Dr. Lisa Petrides is the founder of ISKME, the Institute for the Study of Knowledge Management in Education, a research institute dedicated to studying how educators and institutions use information to make decisions. She is a strong advocate for open education platforms and using information to improve policy. We discussed the state of the education system, some of the underlying goals of education, and the conversation between the worlds of education and business.
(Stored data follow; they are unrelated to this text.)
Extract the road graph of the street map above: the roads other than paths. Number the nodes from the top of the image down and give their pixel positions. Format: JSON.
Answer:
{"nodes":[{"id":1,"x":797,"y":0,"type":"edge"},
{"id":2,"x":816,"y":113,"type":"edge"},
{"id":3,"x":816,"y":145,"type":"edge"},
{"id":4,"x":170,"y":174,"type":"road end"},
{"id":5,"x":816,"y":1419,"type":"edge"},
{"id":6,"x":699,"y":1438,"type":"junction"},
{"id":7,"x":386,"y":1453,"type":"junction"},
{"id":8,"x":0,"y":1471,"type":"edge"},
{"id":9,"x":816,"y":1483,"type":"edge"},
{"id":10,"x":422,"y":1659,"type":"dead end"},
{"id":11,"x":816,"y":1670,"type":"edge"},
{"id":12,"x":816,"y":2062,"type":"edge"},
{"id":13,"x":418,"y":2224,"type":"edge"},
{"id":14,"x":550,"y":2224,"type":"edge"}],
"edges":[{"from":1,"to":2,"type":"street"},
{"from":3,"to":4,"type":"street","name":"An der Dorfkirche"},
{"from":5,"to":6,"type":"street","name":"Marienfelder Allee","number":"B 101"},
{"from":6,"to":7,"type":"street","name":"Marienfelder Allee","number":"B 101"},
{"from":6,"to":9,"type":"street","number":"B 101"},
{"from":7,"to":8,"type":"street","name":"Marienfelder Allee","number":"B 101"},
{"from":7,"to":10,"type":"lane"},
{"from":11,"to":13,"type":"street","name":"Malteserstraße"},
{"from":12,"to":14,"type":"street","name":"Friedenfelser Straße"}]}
Dr. Timothy Morton will turn your notion of ecological awareness on its head. Discarding all cozy notions of being one with nature, he has coined the term "dark ecology" and advocates for an appreciation of one's surreal, creepy connection with all other things. He dissolves the concept of nature and sees no clear line between life and non-life. Dr. Morton is the author of Ecology Without Nature and The Ecological Thought, but our conversation ranged far beyond ecology (assuming anything can, in fact, be beyond ecology). So shake your brain out of its torpor and brace yourself for a deluge of fascinating ideas and more than a few awesome metaphors. Object oriented ontology, anyone?
Aengus and Micah break back into The Conversation for a quick status update on the project: how they have been approaching interviews, some new ways of mapping information, production timeframes, and the death of the Kickstarter campaign. Beware, they will also entreat you (repeatedly) for more online conversation.
Let's take this up a level. Dr. Chris McKay is a planetary scientist who spends his days searching for microbial life beyond Earth from NASA's Ames Research Center. Dr. McKay is also active in discussions of bioethics, Mars colonization, and terraforming. We spoke about the search for life on Mars and how it can inform our thinking about life, biodiversity, and ethics on Earth.